Hi! We’re facing an issue with loki-write and we want to know if the ‘autoforget_unhealthy’ flag could help us. A few days ago, we encountered problems in our Kubernetes cluster when we lost a worker that was running a Loki write pod. The error indicated that it was still in the ring, and the only way to resolve it was to access ‘/ring’ and manually forget it.
While researching the Loki documentation, we came across the ‘autoforget_unhealthy’ and we have some questions about its recommended usage, especially in the context of a StatefulSet installation of loki-write.
We did some test with this flag in our dev environment, stopping the container of loki-write through the ec2 instance. It was successfully removed from the ring and then when the container started up the instance went back to the ring too, so everything worked fine.
Do you have any piece of advice? Any recommendation would be greatly appreciated!
We have the following config of loki:
# Configuration for the write pod(s)
write:
# -- Number of replicas for the write
replicas: 5
autoscaling:
# -- Enable autoscaling for the write.
enabled: true
# -- Minimum autoscaling replicas for the write.
minReplicas: 3
# -- Maximum autoscaling replicas for the write.
maxReplicas: 8
# -- Target CPU utilisation percentage for the write.

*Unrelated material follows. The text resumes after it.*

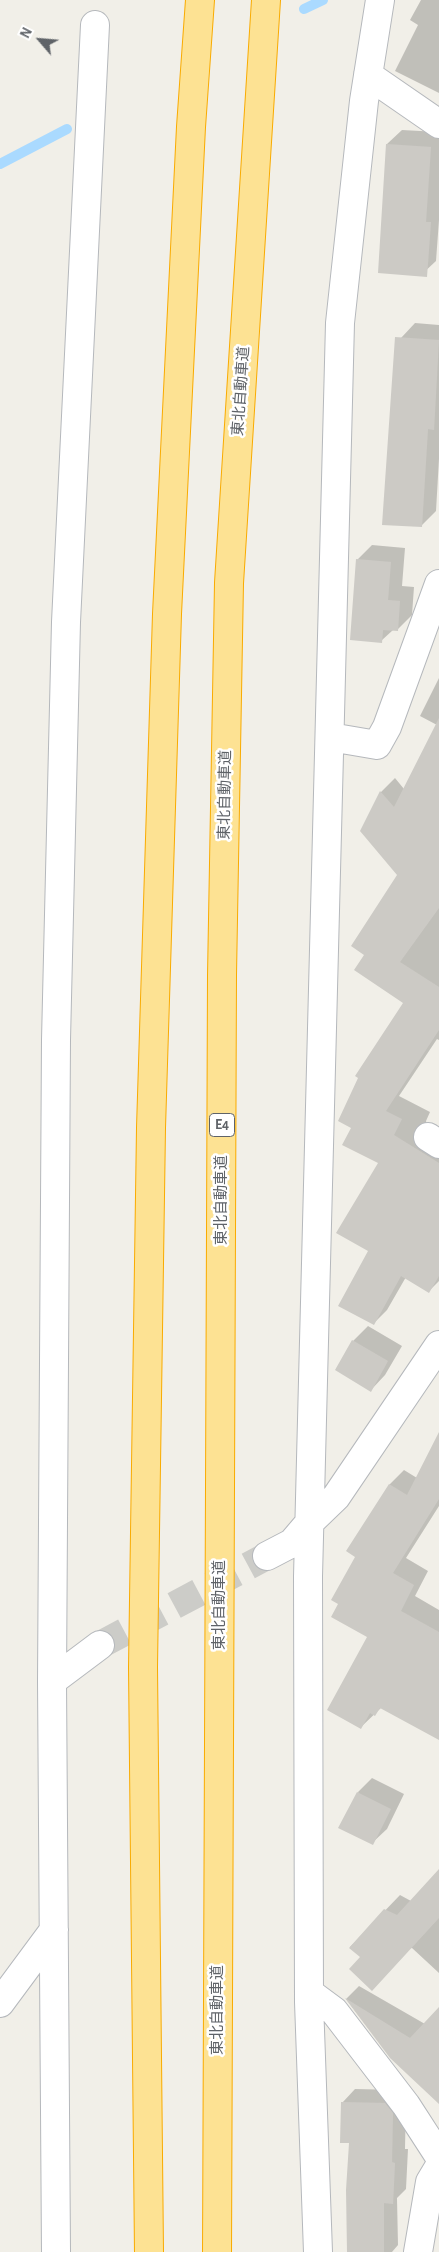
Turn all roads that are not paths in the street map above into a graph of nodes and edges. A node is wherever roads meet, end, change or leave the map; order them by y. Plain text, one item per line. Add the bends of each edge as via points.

targetCPUUtilizationPercentage: 80
# -- Target memory utilization percentage for the write.
targetMemoryUtilizationPercentage: 75
# -- Behavior policies while scaling.
behavior:
# -- see https://github.com/grafana/loki/blob/main/docs/sources/operations/storage/wal.md#how-to-scale-updown for scaledown details
scaleUp:
policies:
- type: Pods
value: 1
periodSeconds: 60
scaleDown:
policies:
- type: Pods
value: 1
periodSeconds: 60
stabilizationWindowSeconds: 300
image:
# -- The Docker registry for the write image. Overrides `loki.image.registry`
registry: null
# -- Docker image repository for the write image. Overrides `loki.image.repository`
repository: null
# -- Docker image tag for the write image. Overrides `loki.image.tag`
tag: null
# -- The name of the PriorityClass for write pods
priorityClassName: null
# -- Annotations for write StatefulSet
annotations: {}
# -- Annotations for write pods
podAnnotations: {}
# -- Additional labels for each `write` pod
podLabels: {}
# -- Additional selector labels for each `write` pod
selectorLabels: {}
# -- Labels for ingester service
serviceLabels: {}
# -- Comma-separated list of Loki modules to load for the write
targetModule: "write"
# -- Additional CLI args for the write
extraArgs: []
# -- Environment variables to add to the write pods
extraEnv: []
# -- Environment variables from secrets or configmaps to add to the write pods
extraEnvFrom: []
# -- Lifecycle for the write container
lifecycle: {}
# -- The default /flush_shutdown preStop hook is recommended as part of the ingester
# scaledown process so it's added to the template by default when autoscaling is enabled,
# but it's disabled to optimize rolling restarts in instances that will never be scaled
# down or when using chunks storage with WAL disabled.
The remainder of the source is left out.